§ ASSIGNMENT:
Pull every line containing the word "leave" from the records.

§ TASK MATERIAL:
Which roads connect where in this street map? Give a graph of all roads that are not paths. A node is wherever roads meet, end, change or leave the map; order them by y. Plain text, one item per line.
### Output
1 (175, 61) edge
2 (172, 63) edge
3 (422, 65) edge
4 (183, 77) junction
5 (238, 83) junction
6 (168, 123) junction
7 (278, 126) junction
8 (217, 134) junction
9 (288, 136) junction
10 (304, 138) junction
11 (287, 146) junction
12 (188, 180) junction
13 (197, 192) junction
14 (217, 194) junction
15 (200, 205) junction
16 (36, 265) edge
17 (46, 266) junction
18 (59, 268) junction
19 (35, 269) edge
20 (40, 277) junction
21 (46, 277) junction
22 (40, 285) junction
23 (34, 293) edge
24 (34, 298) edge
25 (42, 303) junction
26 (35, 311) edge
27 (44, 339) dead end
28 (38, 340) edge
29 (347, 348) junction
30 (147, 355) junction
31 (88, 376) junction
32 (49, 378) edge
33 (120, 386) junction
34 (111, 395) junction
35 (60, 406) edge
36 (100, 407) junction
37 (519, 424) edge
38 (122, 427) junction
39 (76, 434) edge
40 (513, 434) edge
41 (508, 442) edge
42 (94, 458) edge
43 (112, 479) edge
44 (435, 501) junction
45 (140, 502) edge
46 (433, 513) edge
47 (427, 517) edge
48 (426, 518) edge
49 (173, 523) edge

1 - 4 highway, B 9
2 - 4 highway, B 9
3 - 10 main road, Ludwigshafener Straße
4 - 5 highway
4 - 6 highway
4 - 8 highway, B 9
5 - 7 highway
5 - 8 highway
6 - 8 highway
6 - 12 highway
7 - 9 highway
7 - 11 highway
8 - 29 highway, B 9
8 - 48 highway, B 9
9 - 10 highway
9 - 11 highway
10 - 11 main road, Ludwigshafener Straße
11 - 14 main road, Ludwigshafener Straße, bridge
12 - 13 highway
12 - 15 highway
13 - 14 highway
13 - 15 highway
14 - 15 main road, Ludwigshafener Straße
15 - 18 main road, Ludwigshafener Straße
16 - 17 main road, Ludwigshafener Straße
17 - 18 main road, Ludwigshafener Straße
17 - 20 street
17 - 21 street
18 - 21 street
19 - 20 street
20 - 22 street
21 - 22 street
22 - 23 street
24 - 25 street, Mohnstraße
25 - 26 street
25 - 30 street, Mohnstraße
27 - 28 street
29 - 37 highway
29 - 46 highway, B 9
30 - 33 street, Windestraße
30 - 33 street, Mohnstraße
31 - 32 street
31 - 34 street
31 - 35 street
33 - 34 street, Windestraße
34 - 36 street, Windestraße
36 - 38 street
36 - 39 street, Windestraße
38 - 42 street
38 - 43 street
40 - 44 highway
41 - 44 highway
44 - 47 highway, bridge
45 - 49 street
* * *
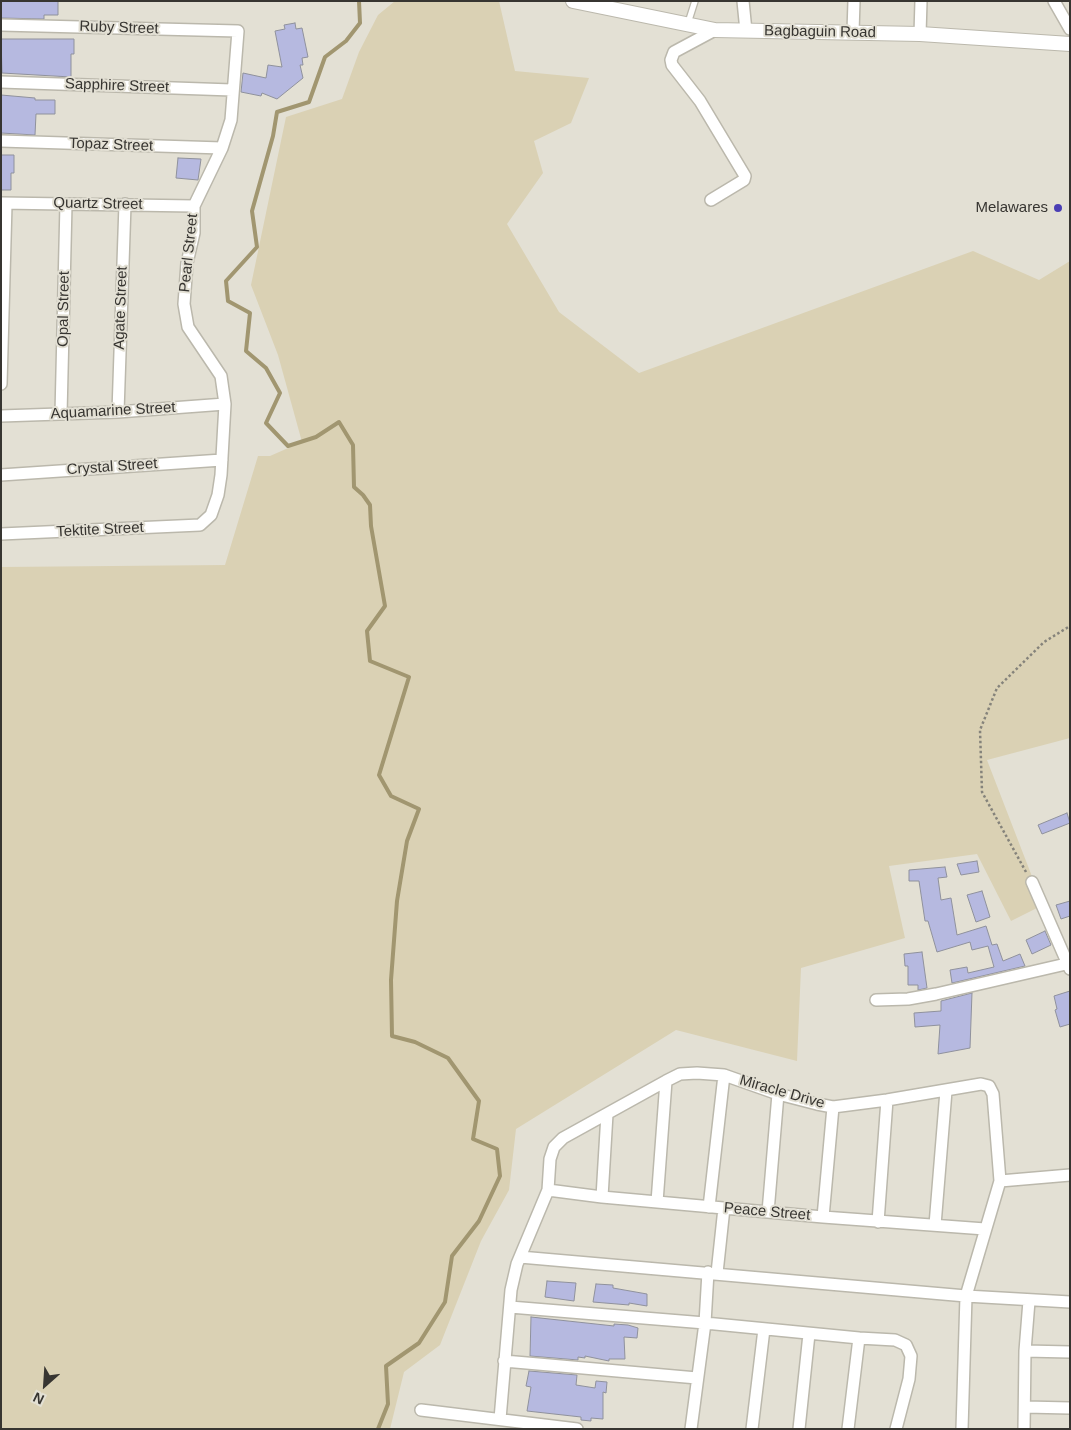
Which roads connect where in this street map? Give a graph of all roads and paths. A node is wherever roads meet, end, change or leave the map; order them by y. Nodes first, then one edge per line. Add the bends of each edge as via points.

§ YOUR SOLUTION:
Which roads connect where in this street map? Give a graph of all roads that are not paths. A node is wherever roads meet, end, change or leave the map; order them by y. Plain text, one item per line.
Which roads connect where in this street map? Give a graph of all roads and paths. A node is wherever roads meet, end, change or leave the map; order them by y. Nodes first, then one edge per line. Add the bends of each edge as via points.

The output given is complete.